Потом он ещё несколько раз повторил эту мантру на каждом из известных ему европейских языков. А потом и на языке дари, и на пушту. А ещё через пару минут он ловко запарковал огромный «Мерседес» в узеньком дворике и выбрался наружу. Девочка-мальчик выжидательно смотрела на него. Нет, она не была блудницей и ровно ничем не напоминала сладострастную гурию из арабских сказок. Но она чего-то хотела от Арьяна. Зачем-то он ей понадобился. Третью неделю он живёт в Риме один, без семьи. А Мариам, и Замина, и Афият, и дети — все остались в Лондоне. Но совокупляться с бритой бабой? Докатиться да такой крайности? Всецело поддаться обычаям европейцев? Нет! Страшнее такого греха только богохульство. Арьян сглотнул горький ком.

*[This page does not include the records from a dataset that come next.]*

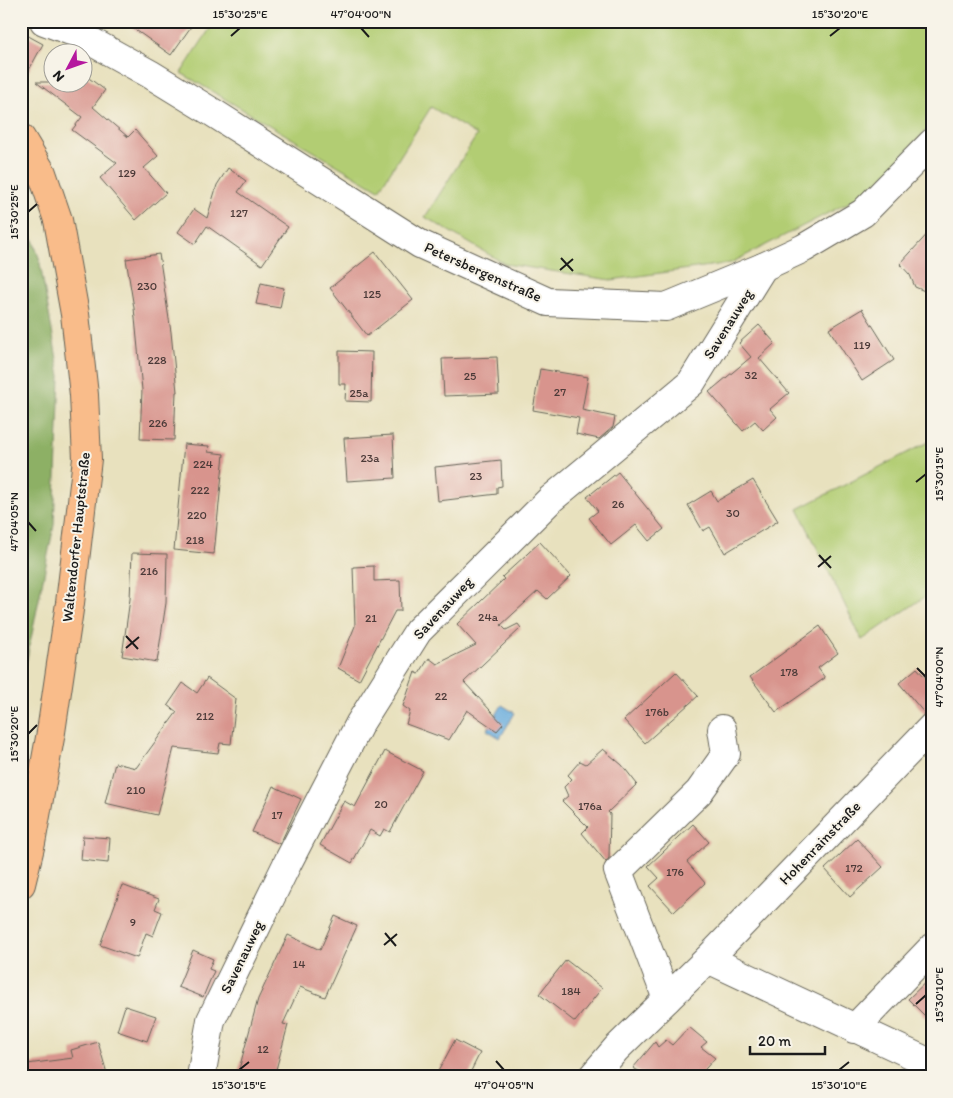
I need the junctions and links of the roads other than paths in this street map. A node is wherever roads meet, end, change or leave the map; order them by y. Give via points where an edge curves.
1 (44, 21) edge
2 (21, 138) edge
3 (932, 144) edge
4 (763, 267) junction
5 (932, 727) edge
6 (722, 729) dead end
7 (21, 884) edge
8 (932, 948) edge
9 (708, 959) junction
10 (667, 999) junction
11 (854, 1029) junction
12 (932, 1064) edge
13 (200, 1077) edge
14 (592, 1077) edge

1 - 4 street, Petersbergenstraße via 76,33 150,74 420,244 548,302 666,307
2 - 7 main road, Waltendorfer Hauptstraße via 42,173 58,220 75,314 87,459 51,732
3 - 4 street, Petersbergenstraße via 862,213 804,248
4 - 13 street, Savenauweg via 691,384 551,499 418,631 360,723 288,862 211,1020
5 - 9 street, Hohenrainstraße
6 - 10 street via 726,754 699,792 618,871
8 - 11 street
9 - 10 street, Hohenrainstraße
9 - 11 street
10 - 14 street, Hohenrainstraße
11 - 12 street

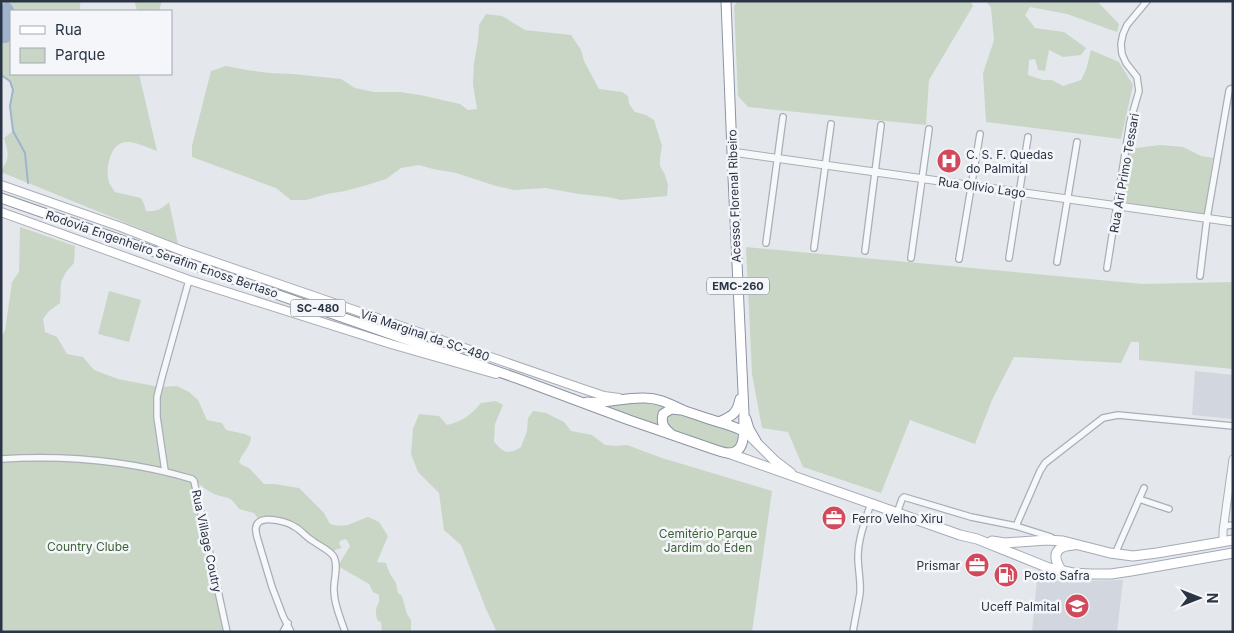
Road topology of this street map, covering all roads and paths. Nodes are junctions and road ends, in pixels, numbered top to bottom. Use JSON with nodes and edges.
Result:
{"nodes":[{"id":1,"x":726,"y":1,"type":"edge"},
{"id":2,"x":1147,"y":1,"type":"edge"},
{"id":3,"x":1232,"y":88,"type":"edge"},
{"id":4,"x":783,"y":117,"type":"dead end"},
{"id":5,"x":831,"y":124,"type":"dead end"},
{"id":6,"x":881,"y":125,"type":"dead end"},
{"id":7,"x":929,"y":129,"type":"dead end"},
{"id":8,"x":980,"y":134,"type":"dead end"},
{"id":9,"x":1028,"y":137,"type":"dead end"},
{"id":10,"x":1077,"y":142,"type":"dead end"},
{"id":11,"x":732,"y":152,"type":"junction"},
{"id":12,"x":777,"y":159,"type":"junction"},
{"id":13,"x":825,"y":165,"type":"junction"},
{"id":14,"x":875,"y":172,"type":"junction"},
{"id":15,"x":922,"y":179,"type":"junction"},
{"id":16,"x":1,"y":186,"type":"edge"},
{"id":17,"x":971,"y":186,"type":"junction"},
{"id":18,"x":1019,"y":193,"type":"junction"},
{"id":19,"x":1,"y":198,"type":"edge"},
{"id":20,"x":1068,"y":199,"type":"junction"},
{"id":21,"x":1118,"y":206,"type":"junction"},
{"id":22,"x":1,"y":212,"type":"edge"},
{"id":23,"x":1207,"y":218,"type":"junction"},
{"id":24,"x":1233,"y":222,"type":"edge"},
{"id":25,"x":766,"y":243,"type":"dead end"},
{"id":26,"x":814,"y":248,"type":"dead end"},
{"id":27,"x":865,"y":251,"type":"dead end"},
{"id":28,"x":911,"y":258,"type":"dead end"},
{"id":29,"x":1008,"y":258,"type":"dead end"},
{"id":30,"x":959,"y":259,"type":"dead end"},
{"id":31,"x":1057,"y":262,"type":"dead end"},
{"id":32,"x":1108,"y":268,"type":"dead end"},
{"id":33,"x":1200,"y":276,"type":"dead end"},
{"id":34,"x":189,"y":280,"type":"junction"},
{"id":35,"x":520,"y":378,"type":"junction"},
{"id":36,"x":742,"y":391,"type":"junction"},
{"id":37,"x":623,"y":399,"type":"junction"},
{"id":38,"x":577,"y":401,"type":"junction"},
{"id":39,"x":685,"y":411,"type":"junction"},
{"id":40,"x":744,"y":413,"type":"junction"},
{"id":41,"x":718,"y":423,"type":"junction"},
{"id":42,"x":1233,"y":426,"type":"edge"},
{"id":43,"x":743,"y":431,"type":"junction"},
{"id":44,"x":670,"y":434,"type":"junction"},
{"id":45,"x":756,"y":441,"type":"junction"},
{"id":46,"x":728,"y":453,"type":"junction"},
{"id":47,"x":1,"y":459,"type":"edge"},
{"id":48,"x":1233,"y":459,"type":"edge"},
{"id":49,"x":165,"y":471,"type":"junction"},
{"id":50,"x":802,"y":480,"type":"junction"},
{"id":51,"x":1144,"y":488,"type":"dead end"},
{"id":52,"x":1139,"y":499,"type":"junction"},
{"id":53,"x":871,"y":504,"type":"junction"},
{"id":54,"x":1169,"y":509,"type":"dead end"},
{"id":55,"x":897,"y":512,"type":"junction"},
{"id":56,"x":1233,"y":525,"type":"edge"},
{"id":57,"x":1016,"y":526,"type":"junction"},
{"id":58,"x":1224,"y":526,"type":"junction"},
{"id":59,"x":977,"y":540,"type":"junction"},
{"id":60,"x":1233,"y":540,"type":"edge"},
{"id":61,"x":1063,"y":541,"type":"junction"},
{"id":62,"x":1223,"y":541,"type":"junction"},
{"id":63,"x":1077,"y":545,"type":"junction"},
{"id":64,"x":1233,"y":553,"type":"edge"},
{"id":65,"x":1115,"y":554,"type":"junction"},
{"id":66,"x":1061,"y":570,"type":"junction"},
{"id":67,"x":288,"y":624,"type":"junction"},
{"id":68,"x":227,"y":632,"type":"edge"},
{"id":69,"x":283,"y":632,"type":"edge"},
{"id":70,"x":291,"y":632,"type":"edge"},
{"id":71,"x":345,"y":632,"type":"edge"},
{"id":72,"x":853,"y":632,"type":"edge"}],
"edges":[{"from":1,"to":11,"type":"main road","name":"Acesso Florenal Ribeiro","number":"EMC-260"},
{"from":2,"to":21,"type":"street","name":"Rua Ari Primo Tessari"},
{"from":3,"to":23,"type":"street"},
{"from":4,"to":12,"type":"street"},
{"from":5,"to":13,"type":"street"},
{"from":6,"to":14,"type":"street"},
{"from":7,"to":15,"type":"street"},
{"from":8,"to":17,"type":"street"},
{"from":9,"to":18,"type":"street"},
{"from":10,"to":20,"type":"street"},
{"from":11,"to":12,"type":"street","name":"Rua Olívio Lago"},
{"from":11,"to":36,"type":"main road","name":"Acesso Florenal Ribeiro","number":"EMC-260"},
{"from":12,"to":13,"type":"street","name":"Rua Olívio Lago"},
{"from":12,"to":25,"type":"street"},
{"from":13,"to":14,"type":"street","name":"Rua Olívio Lago"},
{"from":13,"to":26,"type":"street"},
{"from":14,"to":15,"type":"street","name":"Rua Olívio Lago"},
{"from":14,"to":27,"type":"street"},
{"from":15,"to":17,"type":"street","name":"Rua Olívio Lago"},
{"from":15,"to":28,"type":"street"},
{"from":16,"to":37,"type":"main road","name":"Via Marginal da SC-480"},
{"from":17,"to":18,"type":"street","name":"Rua Olívio Lago"},
{"from":17,"to":30,"type":"street"},
{"from":18,"to":20,"type":"street","name":"Rua Olívio Lago"},
{"from":18,"to":29,"type":"street"},
{"from":19,"to":35,"type":"main road","name":"Rodovia Engenheiro Serafim Enoss Bertaso","number":"SC-480"},
{"from":20,"to":21,"type":"street","name":"Rua Olívio Lago"},
{"from":20,"to":31,"type":"street"},
{"from":21,"to":23,"type":"street","name":"Rua Olívio Lago"},
{"from":21,"to":32,"type":"street","name":"Rua Ari Primo Tessari"},
{"from":22,"to":34,"type":"main road","name":"Via Marginal da SC-480"},
{"from":23,"to":24,"type":"street","name":"Rua Olívio Lago"},
{"from":23,"to":33,"type":"street"},
{"from":34,"to":35,"type":"main road","name":"Via Marginal da SC-480"},
{"from":34,"to":49,"type":"street"},
{"from":35,"to":38,"type":"main road","name":"Rodovia Engenheiro Serafim Enoss Bertaso","number":"SC-480"},
{"from":36,"to":40,"type":"main road","name":"Acesso Florenal Ribeiro","number":"EMC-260"},
{"from":36,"to":41,"type":"main road","name":"Acesso Florenal Ribeiro","number":"EMC-260"},
{"from":37,"to":38,"type":"main road","name":"Rodovia Engenheiro Serafim Enoss Bertaso","number":"SC-480"},
{"from":37,"to":39,"type":"main road","name":"Rodovia Engenheiro Serafim Enoss Bertaso","number":"SC-480"},
{"from":38,"to":44,"type":"main road","name":"Rodovia Engenheiro Serafim Enoss Bertaso","number":"SC-480"},
{"from":39,"to":41,"type":"main road","name":"Rodovia Engenheiro Serafim Enoss Bertaso","number":"SC-480"},
{"from":39,"to":44,"type":"main road"},
{"from":40,"to":43,"type":"main road","name":"Acesso Florenal Ribeiro","number":"EMC-260"},
{"from":40,"to":45,"type":"main road"},
{"from":41,"to":43,"type":"main road","number":"SC-480"},
{"from":42,"to":57,"type":"street"},
{"from":43,"to":45,"type":"main road","name":"Rodovia Engenheiro Serafim Enoss Bertaso","number":"SC-480"},
{"from":43,"to":46,"type":"main road","name":"Acesso Florenal Ribeiro","number":"EMC-260"},
{"from":44,"to":46,"type":"main road","name":"Rodovia Engenheiro Serafim Enoss Bertaso","number":"SC-480"},
{"from":45,"to":50,"type":"main road","name":"Rodovia Engenheiro Serafim Enoss Bertaso","number":"SC-480"},
{"from":46,"to":50,"type":"main road","name":"Rodovia Engenheiro Serafim Enoss Bertaso","number":"SC-480"},
{"from":47,"to":49,"type":"street"},
{"from":48,"to":58,"type":"street"},
{"from":49,"to":68,"type":"street","name":"Rua Village Coutry"},
{"from":50,"to":53,"type":"main road","name":"Rodovia Engenheiro Serafim Enoss Bertaso","number":"SC-480"},
{"from":51,"to":52,"type":"street"},
{"from":52,"to":54,"type":"street"},
{"from":52,"to":65,"type":"street"},
{"from":53,"to":55,"type":"main road","name":"Rodovia Engenheiro Serafim Enoss Bertaso","number":"SC-480"},
{"from":53,"to":72,"type":"street"},
{"from":55,"to":57,"type":"street"},
{"from":55,"to":59,"type":"main road","name":"Rodovia Engenheiro Serafim Enoss Bertaso","number":"SC-480"},
{"from":56,"to":58,"type":"street"},
{"from":57,"to":61,"type":"street"},
{"from":58,"to":62,"type":"street"},
{"from":59,"to":61,"type":"main road","name":"Rodovia Engenheiro Serafim Enoss Bertaso"},
{"from":59,"to":66,"type":"main road","name":"Rodovia Engenheiro Serafim Enoss Bertaso","number":"SC-480"},
{"from":60,"to":62,"type":"main road","name":"Rodovia Engenheiro Serafim Enoss Bertaso"},
{"from":61,"to":63,"type":"main road","name":"Rodovia Engenheiro Serafim Enoss Bertaso"},
{"from":62,"to":65,"type":"main road","name":"Rodovia Engenheiro Serafim Enoss Bertaso"},
{"from":63,"to":65,"type":"main road","name":"Rodovia Engenheiro Serafim Enoss Bertaso"},
{"from":63,"to":66,"type":"main road"},
{"from":64,"to":66,"type":"main road","name":"Rodovia Engenheiro Serafim Enoss Bertaso","number":"SC-480"},
{"from":67,"to":69,"type":"street"},
{"from":67,"to":70,"type":"street"},
{"from":67,"to":71,"type":"street"}]}
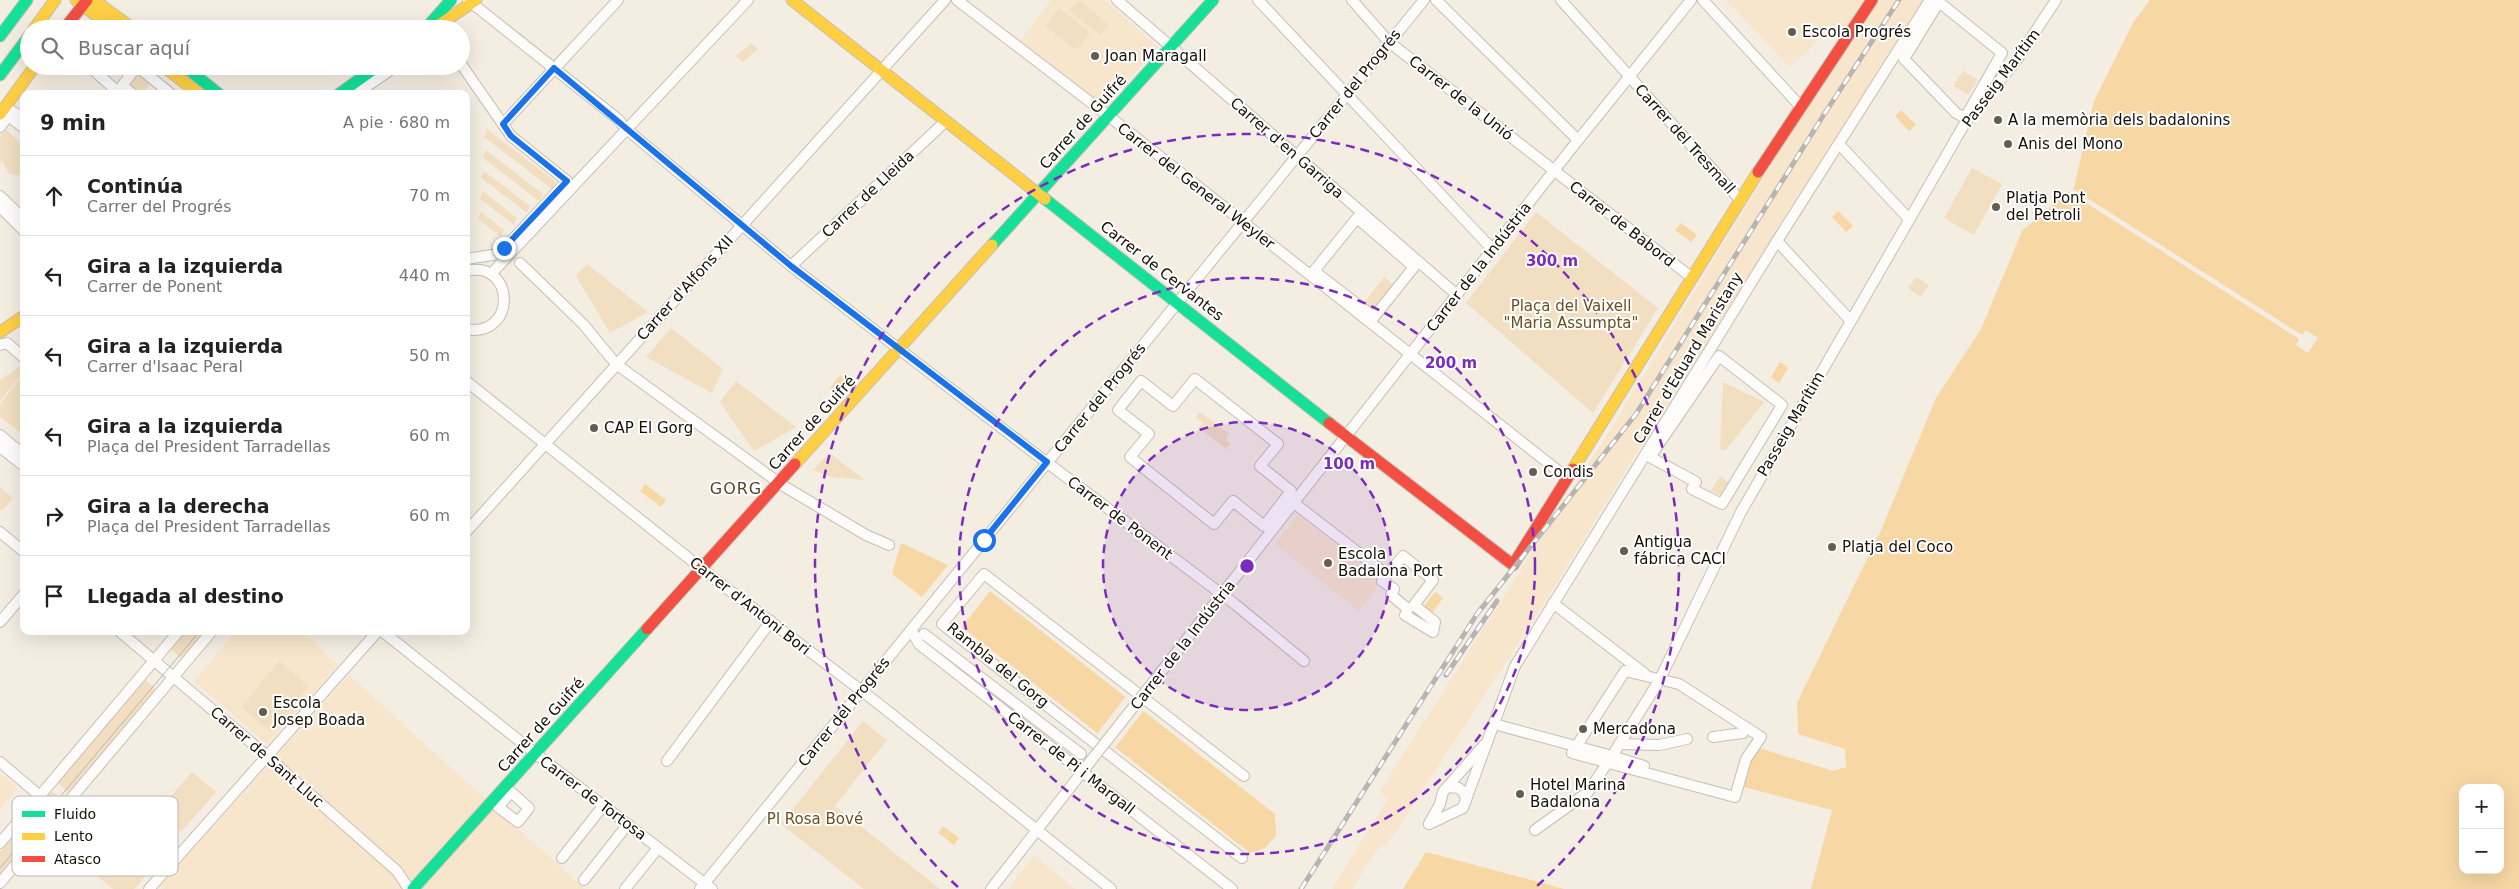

Мариам помнит ручьи и пастбища Нангархара. В Лондоне ей душно. Ноги её отекают и болят. Замина намного моложе Мариам и она суть её ноги. Вдвоём им и не скучно, и легко вести дом и заниматься детьми. А Афият все жалеют, кроме Мариам.
— Твоему хозяину зачем-то нужно, чтобы ты обольстила меня, — сказал Арьян.
— Нет! И Джером мне не хозяин.
— Ты знаешь язык пушту?
Она осеклась.
— Мы сейчас на нём говорим, — ехидно заметил Арьян.
— Хорошо! — она подняла вверх и показала ему обе ладони. Этим жестом американцы демонстрируют свою лояльность.
Арьян рассмеялся.
— Я говорю на всех языках востока. Арабский, пушту, фарси, идиш. В том числе и на «мёртвых». Я специализируюсь на предметах искусства, изготовленных в Передней Азии в период…
— Не надо! Остановись! — Арьян скопировал её жест. — Пойдём, посмотришь мою «нору». Посмотрим вместе телевизор. Пива и вина я не пью. А насчёт остального… Для меня что ты, что твой Джером… Ха-ха-ха!
* * *
Арьян нажал на кнопку пульта. Экран ожил. Беловолосая женщина с неподвижным лицом безупречно артикулировала на вполне понятном языке. Английский или итальянский? Арьян путался в языках европейских народов. Затхлый, сытый мирок. Идеально гладкие дороги, ухоженные городишки, разряженные в пух и прах старухи и волочащиеся следом за ними старики. На лицах идеально отработанные фарфоровые улыбки. Если ты упадешь или нечаянно обольешься колой они посмеются над тобой. Если ты захочешь кого-то убить — они не станут сопротивляться. Они дисциплинированны. Они позвонят в полицию. Вот и эта женщина, похожая на оживший восковой манекен, идеально поставленным голосом на итальянском языке зачитывает новости. Что-то нехорошее произошло в одном из германских городишек. На лице её время от времени мелькает фальшивая скорбь.
— Совершено нападение на дом военнослужащего. В ноябре прошлого года Генрих Шульц завербовался в одной из подразделений…
Арьян задумчиво смотрел на экран телевизора. Картинки быстро сменяли одна другую. Вот тихая улочка, затенённая кронами широколиственных дерев. В горах и долинах родного Нанганхара такие деревья не растут. Но в Европе полно всяких деревьев. Арьян не стал утруждать себя запоминанием их названий. На тихой улочке городка — кажется, это действительно Германия, а может быть, и Швеция, Аллах их разберёт! — нет ни одной припаркованной машины. Совсем не то, что в Риме или Лондоне. Тут на тротуарах не протолкнуться — всё заставлено скутерами и малолитражками. Вот на экране возникло скорбное лицо седого старика. Борода у немца седая, как у Арьяна, но немец намного старше. Северные люди начинают седеть позже южных. Лица их долго остаются гладкими, зато на светлой их коже заметней старческие пятна. Под глазами у старика набрякли тяжелые, все в красных прожилках, мешки. Глаза его слезятся то ли от горя, то ли от хвори. Он сбивчиво рассказывает о сыне, который будто бы отправился служить волонтёром в миссию «Красного креста» и сгинул где-то под Алеппо. Старик говорил на немецком языке, а переводчик синхронно и добросовестно переводил его речь на итальянский.